Die NZZ sieht in der Argumentation von Linkspartei und Amadeu-Antonio-Stiftung eine „Hermeneutik des Verdachts“ am Werk. Dieser Logik zufolge seien selbst bürgerliche Medien mitverantwortlich für das Erstarken rechter Kräfte, wenn sie auch nur ansatzweise Verständnis für entsprechende Positionen zeigten. Im Kampf gegen einen vermeintlichen „Faschismus“ erschienen dann weitreichende Mittel als legitim. Stichhaltige Belege dafür, dass Apollo News die Pressefreiheit für verwerfliche Zwecke missbrauche, seien bei dem Treffen laut NZZ aber nicht präsentiert worden.
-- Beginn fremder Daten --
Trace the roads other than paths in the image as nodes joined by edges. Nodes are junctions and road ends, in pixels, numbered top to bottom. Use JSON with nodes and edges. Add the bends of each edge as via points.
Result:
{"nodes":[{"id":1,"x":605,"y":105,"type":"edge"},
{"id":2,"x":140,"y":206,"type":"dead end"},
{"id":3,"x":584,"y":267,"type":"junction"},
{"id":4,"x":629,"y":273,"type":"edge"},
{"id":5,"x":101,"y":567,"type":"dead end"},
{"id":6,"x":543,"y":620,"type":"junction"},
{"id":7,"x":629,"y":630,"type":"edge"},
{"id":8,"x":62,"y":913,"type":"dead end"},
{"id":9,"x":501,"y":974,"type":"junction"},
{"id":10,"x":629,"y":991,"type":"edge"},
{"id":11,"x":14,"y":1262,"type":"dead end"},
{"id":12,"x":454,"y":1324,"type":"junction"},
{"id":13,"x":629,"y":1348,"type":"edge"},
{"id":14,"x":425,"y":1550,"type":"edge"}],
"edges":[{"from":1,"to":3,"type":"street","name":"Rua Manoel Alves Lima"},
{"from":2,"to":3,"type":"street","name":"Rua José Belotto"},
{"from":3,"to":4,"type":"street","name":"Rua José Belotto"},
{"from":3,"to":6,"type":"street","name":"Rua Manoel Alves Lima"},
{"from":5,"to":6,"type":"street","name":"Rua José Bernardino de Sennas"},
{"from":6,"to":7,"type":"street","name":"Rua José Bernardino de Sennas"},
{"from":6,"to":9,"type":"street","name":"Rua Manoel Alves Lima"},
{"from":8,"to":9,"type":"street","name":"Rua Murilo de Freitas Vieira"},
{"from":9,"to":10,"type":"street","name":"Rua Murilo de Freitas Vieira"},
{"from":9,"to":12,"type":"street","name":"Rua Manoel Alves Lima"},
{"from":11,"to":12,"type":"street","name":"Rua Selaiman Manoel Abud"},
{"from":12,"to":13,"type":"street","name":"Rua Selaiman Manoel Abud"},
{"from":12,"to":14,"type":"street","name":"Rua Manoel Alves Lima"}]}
Die Bezirksversammlung von Alt-Treptow zeigt, dass Teile der politischen Linken offenbar bereit sind, die Pressefreiheit einzuschränken, wenn ihnen ein Medium nicht genehm ist. Bisher fehlt ein klärendes Wort der Linkspartei-Spitze, die sich hinter den Bezirksverband stellt. Doch von einer Bundestagspartei muss man erwarten können, dass sie die Pressefreiheit als hohes Gut einer Demokratie anerkennt und verteidigt – auch und gerade, wenn es um Medien geht, deren Positionen man nicht teilt. Alles andere untergräbt die Glaubwürdigkeit der Partei und spielt letztlich nur jenen in die Hände, die sie vorgibt zu bekämpfen.